Chère, you'll get 1.25 base plus 90¢ a mile plus 15¢ a minute. Take Uber's cut (25-30%) off that, and you're looking at pretty low rates...


----------



## steveK2016 (Jul 31, 2016)

Adieu said:


> I could pay a lease on a new Maserati driving on weekends
> 
> ...not that I'd want to. I'm not THAT ghetto & desperately jealous.


Haha, I agree in a sense with this sentiment.

I only drive Fri and Sat nights. If I had the credit to lease a Maserati, which I don't, I could afford to pay the note on it with my Ubering.

Is it worth doing? Hell no! But there are some people in Atlanta Ubering in 110k Tesla's so it is possible. Won't leave much for anything else, but if you have a full time job that pays all your bills and you just want to Uber on the weekends to make a car note on a better car, it certainly possible.


----------



## Recoup (Jan 30, 2017)

https://uberpeople.net/forums/BatonRouge/ <-- lots of info on Ubering in B.R.


----------



## Jagent (Jan 29, 2017)

The problem is, Uber can suddenly cut rates in your area and there goes your car note.

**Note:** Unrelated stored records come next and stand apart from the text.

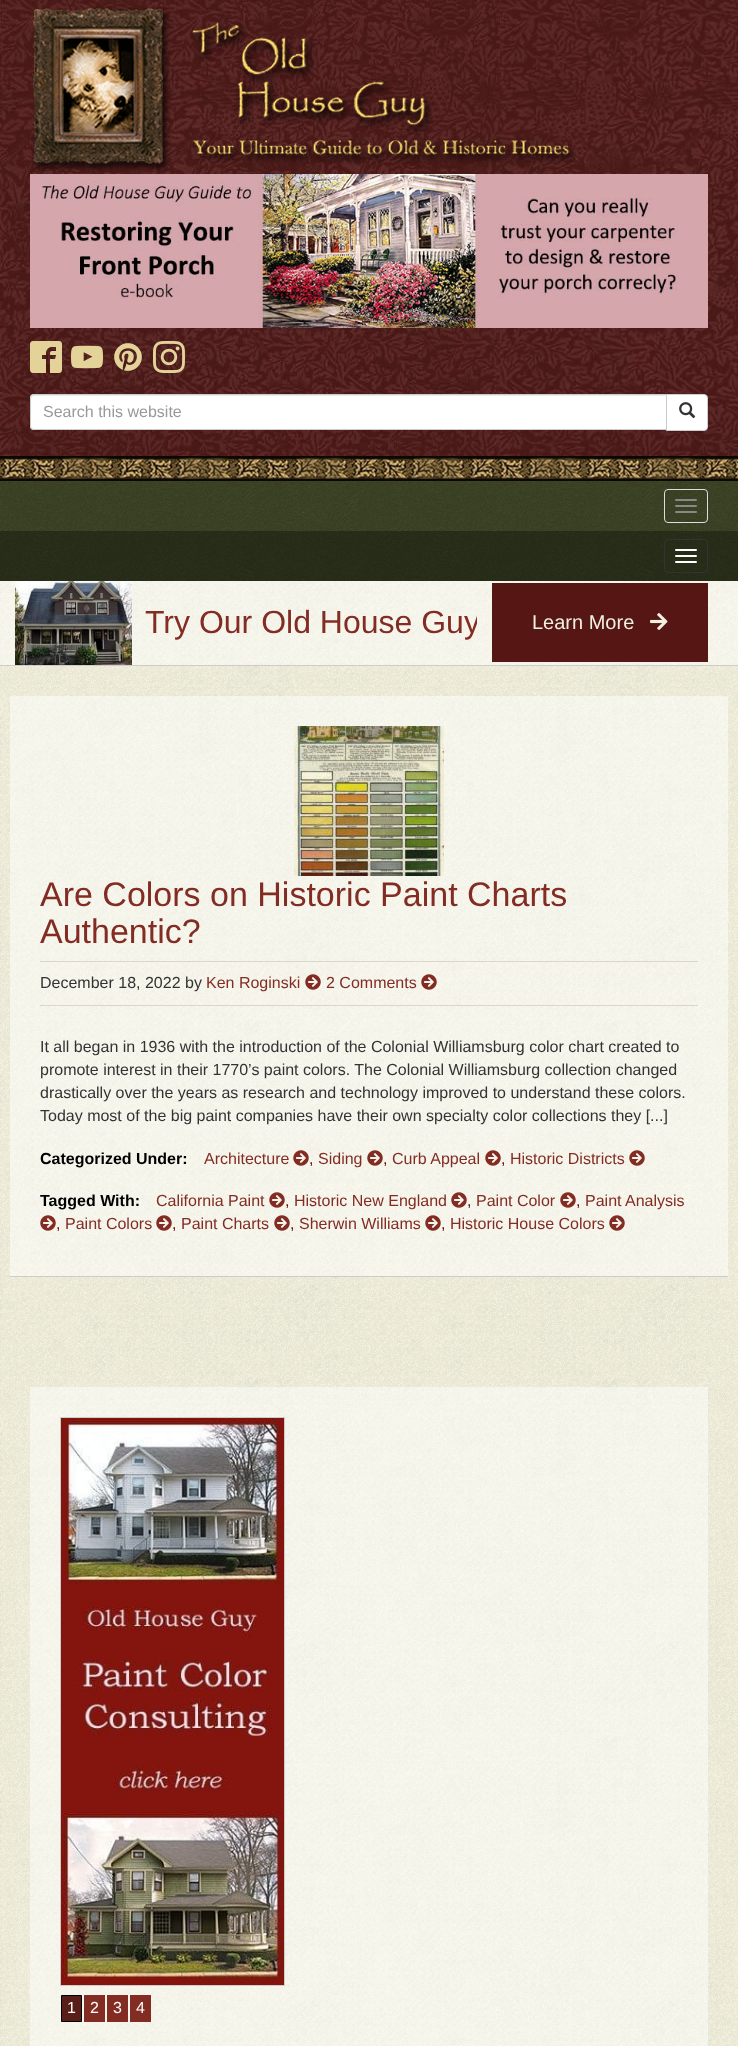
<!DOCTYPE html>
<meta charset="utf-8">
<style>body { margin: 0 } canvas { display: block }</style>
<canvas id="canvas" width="738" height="2046"></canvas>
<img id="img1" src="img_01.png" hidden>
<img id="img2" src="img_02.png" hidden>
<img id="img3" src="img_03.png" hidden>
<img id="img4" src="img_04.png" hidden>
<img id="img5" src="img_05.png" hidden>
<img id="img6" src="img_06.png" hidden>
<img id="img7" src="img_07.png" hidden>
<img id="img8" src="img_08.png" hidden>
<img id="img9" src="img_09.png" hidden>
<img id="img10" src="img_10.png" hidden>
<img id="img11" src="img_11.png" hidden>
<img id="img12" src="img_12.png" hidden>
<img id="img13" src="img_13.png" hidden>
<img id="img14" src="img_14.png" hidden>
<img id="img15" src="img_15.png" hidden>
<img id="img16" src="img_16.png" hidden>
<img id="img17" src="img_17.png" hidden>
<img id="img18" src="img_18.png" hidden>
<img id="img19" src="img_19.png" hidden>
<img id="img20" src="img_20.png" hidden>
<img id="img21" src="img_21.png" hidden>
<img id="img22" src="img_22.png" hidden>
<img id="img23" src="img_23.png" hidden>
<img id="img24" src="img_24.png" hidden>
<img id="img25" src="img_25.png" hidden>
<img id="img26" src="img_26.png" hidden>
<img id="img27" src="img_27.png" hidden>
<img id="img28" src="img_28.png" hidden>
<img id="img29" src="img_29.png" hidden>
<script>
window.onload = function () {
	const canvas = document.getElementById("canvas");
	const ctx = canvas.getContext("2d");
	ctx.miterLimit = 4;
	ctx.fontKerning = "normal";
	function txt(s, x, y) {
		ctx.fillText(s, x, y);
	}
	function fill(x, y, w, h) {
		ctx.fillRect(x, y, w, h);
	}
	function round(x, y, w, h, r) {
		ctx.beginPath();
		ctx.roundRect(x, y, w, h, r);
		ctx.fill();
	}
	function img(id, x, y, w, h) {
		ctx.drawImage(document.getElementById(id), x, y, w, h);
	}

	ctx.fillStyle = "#FFFDE9";
	fill(0, 0, 738, 2046);
	img("img1", 0, 581, 738, 1465);
	img("img2", 0, 0, 738, 456);
	img("img3", 31, 7, 545, 165);
	img("img4", 30, 174, 678, 154);
	img("img5", 30, 341, 32, 32);
	img("img6", 71, 345, 32, 24);
	img("img7", 114, 343, 28, 28);
	img("img8", 153, 341, 32, 32);
	ctx.fillStyle = "#FFFFFF";
	ctx.beginPath();
	ctx.roundRect(30, 394, 637, 36, [4, 0, 0, 4]);
	ctx.fill();
	ctx.fillStyle = "#ECECEC";
	ctx.beginPath();
	ctx.moveTo(34, 396);
	ctx.lineTo(666, 396);
	ctx.lineTo(666, 395);
	ctx.lineTo(34, 395);
	ctx.bezierCurveTo(32, 395, 31, 396, 31, 398);
	ctx.lineTo(31, 399);
	ctx.bezierCurveTo(31, 397, 32, 396, 34, 396);
	ctx.closePath();
	ctx.fill();
	ctx.beginPath();
	ctx.roundRect(30.5, 394.5, 636, 35, [3.5, 0, 0, 3.5]);
	ctx.strokeStyle = "#CCCCCC";
	ctx.stroke();
	ctx.fillStyle = "#FFFFFF";
	ctx.beginPath();
	ctx.roundRect(666.5, 394.5, 41, 36, [0, 3.5, 3.5, 0]);
	ctx.fill();
	ctx.stroke();
	img("img9", 679, 402, 17, 17);
	img("img10", 0, 456, 738, 25);
	ctx.fillStyle = "#3A431F";
	fill(0, 481, 738, 100);
	img("img11", 0, 481, 738, 100);
	ctx.beginPath();
	ctx.roundRect(664.5, 489.5, 43, 33, 3.5);
	ctx.strokeStyle = "#DDDDDD";
	ctx.stroke();
	ctx.fillStyle = "#888888";
	round(675, 499, 22, 2, 1);
	round(675, 505, 22, 2, 1);
	round(675, 511, 22, 2, 1);
	ctx.fillStyle = "rgba(0, 0, 0, 0.3)";
	fill(0, 531, 738, 50);
	ctx.beginPath();
	ctx.roundRect(664.5, 539.5, 43, 33, 3.5);
	ctx.strokeStyle = "#333333";
	ctx.stroke();
	ctx.fillStyle = "#FFFFFF";
	round(675, 549, 22, 2, 1);
	round(675, 555, 22, 2, 1);
	round(675, 561, 22, 2, 1);
	ctx.fillStyle = "rgba(255, 255, 255, 0.5)";
	fill(0, 581, 738, 84);
	ctx.fillStyle = "#CCCCCC";
	fill(0, 665, 738, 1);
	img("img12", 15, 581, 117, 84);
	ctx.fillStyle = "#561613";
	fill(492, 583, 216, 79);
	ctx.fillStyle = "#F2F0E2";
	fill(492, 662, 216, 1);
	img("img13", 650, 613, 18, 17);
	ctx.fillStyle = "rgba(255, 255, 255, 0.5)";
	fill(10, 696, 718, 580);
	ctx.fillStyle = "#CCCCCC";
	fill(10, 1276, 718, 1);
	img("img14", 294, 726, 150, 150);
	ctx.fillStyle = "#DBD6C7";
	fill(40, 961, 658, 1);
	fill(40, 1005, 658, 1);
	img("img15", 305, 974, 16, 16);
	img("img16", 421, 974, 16, 16);
	img("img17", 293, 1150, 16, 16);
	img("img18", 367, 1150, 16, 16);
	img("img19", 485, 1150, 16, 16);
	img("img20", 629, 1150, 16, 16);
	img("img21", 269, 1192, 16, 16);
	img("img22", 451, 1192, 16, 16);
	img("img23", 560, 1192, 16, 16);
	img("img24", 40, 1215, 16, 16);
	img("img25", 156, 1215, 16, 16);
	img("img26", 274, 1215, 16, 16);
	img("img27", 425, 1215, 16, 16);
	img("img28", 609, 1215, 16, 16);
	ctx.fillStyle = "rgba(255, 255, 255, 0.5)";
	fill(30, 1387, 678, 659);
	ctx.strokeStyle = "#CCCCCC";
	ctx.strokeRect(60.5, 1417.5, 224, 568);
	img("img29", 61, 1418, 223, 567);
	ctx.fillStyle = "#5A1E18";
	ctx.beginPath();
	ctx.rect(61.5, 1995.5, 20, 26);
	ctx.fill();
	ctx.strokeStyle = "#000000";
	ctx.stroke();
	ctx.fillStyle = "#822C23";
	fill(84, 1995, 21, 27);
	fill(107, 1995, 21, 27);
	fill(130, 1995, 21, 27);
	ctx.font = "16px Liberation Sans";
	ctx.fillStyle = "#999999";
	txt("Search this website", 43, 417);
	ctx.save();
	ctx.beginPath();
	ctx.rect(145, 581, 332, 64);
	ctx.clip();
	ctx.font = "32px Liberation Sans";
	ctx.fillStyle = "#822C23";
	txt("Try Our Old House Guy", 145, 633);
	ctx.restore();
	ctx.font = "20px Liberation Sans";
	ctx.fillStyle = "#F2F0E2";
	txt("Learn More", 532, 629);
	ctx.font = "34px Liberation Sans";
	ctx.fillStyle = "#822C23";
	txt("Are Colors on Historic Paint Charts", 40, 906);
	txt("Authentic?", 40, 943);
	ctx.font = "16px Liberation Sans";
	ctx.fillStyle = "#333333";
	txt("December 18, 2022 by", 40, 988);
	ctx.fillStyle = "#822C23";
	txt("Ken Roginski", 206, 988);
	txt("2 Comments", 326, 988);
	ctx.fillStyle = "#333333";
	txt("It all began in 1936 with the introduction of the Colonial Williamsburg color chart created to", 40, 1052);
	txt("promote interest in their 1770’s paint colors. The Colonial Williamsburg collection changed", 40, 1075);
	txt("drastically over the years as research and technology improved to understand these colors.", 40, 1098);
	txt("Today most of the big paint companies have their own specialty color collections they [...]", 40, 1121);
	ctx.font = "bold 16px Liberation Sans";
	ctx.fillStyle = "#000000";
	txt("Categorized Under:", 40, 1164);
	ctx.font = "16px Liberation Sans";
	ctx.fillStyle = "#822C23";
	txt("Architecture", 204, 1164);
	ctx.fillStyle = "#6A0C0C";
	txt(",", 309, 1164);
	ctx.fillStyle = "#822C23";
	txt("Siding", 318, 1164);
	ctx.fillStyle = "#6A0C0C";
	txt(",", 383, 1164);
	ctx.fillStyle = "#822C23";
	txt("Curb Appeal", 392, 1164);
	ctx.fillStyle = "#6A0C0C";
	txt(",", 501, 1164);
	ctx.fillStyle = "#822C23";
	txt("Historic Districts", 510, 1164);
	ctx.font = "bold 16px Liberation Sans";
	ctx.fillStyle = "#000000";
	txt("Tagged With:", 40, 1206);
	ctx.font = "16px Liberation Sans";
	ctx.fillStyle = "#822C23";
	txt("California Paint", 156, 1206);
	ctx.fillStyle = "#6A0C0C";
	txt(",", 285, 1206);
	ctx.fillStyle = "#822C23";
	txt("Historic New England", 294, 1206);
	ctx.fillStyle = "#6A0C0C";
	txt(",", 467, 1206);
	ctx.fillStyle = "#822C23";
	txt("Paint Color", 476, 1206);
	ctx.fillStyle = "#6A0C0C";
	txt(",", 576, 1206);
	ctx.fillStyle = "#822C23";
	txt("Paint Analysis", 585, 1206);
	ctx.fillStyle = "#6A0C0C";
	txt(",", 56, 1229);
	ctx.fillStyle = "#822C23";
	txt("Paint Colors", 65, 1229);
	ctx.fillStyle = "#6A0C0C";
	txt(",", 172, 1229);
	ctx.fillStyle = "#822C23";
	txt("Paint Charts", 181, 1229);
	ctx.fillStyle = "#6A0C0C";
	txt(",", 290, 1229);
	ctx.fillStyle = "#822C23";
	txt("Sherwin Williams", 299, 1229);
	ctx.fillStyle = "#6A0C0C";
	txt(",", 441, 1229);
	ctx.fillStyle = "#822C23";
	txt("Historic House Colors", 450, 1229);
	ctx.fillStyle = "#FFFFFF";
	txt("1", 67, 2013);
	txt("2", 90, 2013);
	txt("3", 113, 2013);
	txt("4", 136, 2013);
};
</script>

Don't take out any loans if you're depending on Uber to pay for them.


----------



## swingset (Feb 26, 2017)

I wouldn't do that unless one weekend reliably paid for the car's monthly note - reason being if things change and suddenly you were making 50% of what you were intitially, you still have 3 weekends to make that up.

As it stands for me, I can make $250-300 pretty reliably on weekends, and if I were to buy a new vehicle I'd try hard to keep my payment as close to $200 and pay it down as quickly as human possibly.


----------



## MSUGrad9902 (Jun 8, 2016)

The short answer is yes, you can profit more than $500 per month doing uber only on weekends.


----------



## Frontier Guy (Dec 27, 2015)

Depends on the market, the hours you work. When I first started doing Uber/Lyft, I worked every available hour that I wasn't at my real job, over the course of a year I became burned out. Last 6 mos. of 2016 I really cut my hours. In 2017, I've only been working Sat. and Sun. mornings, 3:30 am to 10 am and the occasional weekday morning. My real job start times vary from day to day, and the wife and I get up at 3 am anyhow. On the days when I don't start until 6 am, I'll drive for 2 hours in the morning. I'm averaging $220 to $350 combined per week (with a couple of $400 weekends thrown in), and I'm really not trying all that hard. Example, last week, I did $345.00 combined for 15 combined hours. But, most Sat. mornings, I usually stop for breakfast at some point, some time after 8 am I go and get my vehicle washed. Truthfully, starting next week, I plan to work until I hit $250 combined, once I hit that, I'll sign off.


----------



## joewatt (Jun 10, 2016)

What do you mean when you say, "combined?"


----------



## Frontier Guy (Dec 27, 2015)

joewatt said:


> What do you mean when you say, "combined?"


Uber/Lyft hours and earnings


----------



## joewatt (Jun 10, 2016)

Frontier Guy said:


> Uber/Lyft hours and earnings


Thanks for responding so quickly. Your information is helpful to me because it helps me believe I might be able to make a little money. I'm awaiting my approval to drive - I've learned in this list not to hold my breath for that. Your information is helpful also because you don't appear to be a flame thrower, like many (including a few "Well-Known Members") appear to be.

I live in Columbia, SC, a spot that barely makes the radar on Uber's web site, despite the facts that we have a fairly large university (33,000 +/-) and state government here. When I check the user app I see maybe 20 cars on a Friday night, clustered around the area the students go drink. Right now (11:25 AM) I see eight cars mostly around downtown. Small market.

I don't want to drive anything like full-time - I have another gig for two days a week and a new grandson at home - but I'm willing to put in some hours, including evening which is probably where the money is. My son said he made $300+ per week when the students are in town and barely scraping by otherwise. Naturally, I'm getting started right before the students leave ...


----------



## pacifico (May 13, 2017)

yes you can pay the car and save some money if you want
I work like 20h/week and do 300$ gros so almost a car payment on the weekend 
but again if you discount gas, maintenance and depreciation will be less money left, but that needs to be paid anyways if the car is only for personal use


----------



## aJoe (May 17, 2017)

Carylbobble said:


> Can you drive enough on weekends to pay a car note???


You can, because there are 4 weekends a month and one payment a month but why pay for a car while ruining it with extra miles, gas and maintenance expense?



Jagent said:


> The problem is, Uber can suddenly cut rates in your area and there goes your car note. Don't take out any loans if you're depending on Uber to pay for them.


Exactly and you can get fired from Uber for low ratings that may be beyond your control, or get moving violations that fire you too.


----------



## pacifico (May 13, 2017)

Actually the best thing is not to have any debt on the car itself, that will give you peace of mind if you stops working with uber for any reason 

regards


----------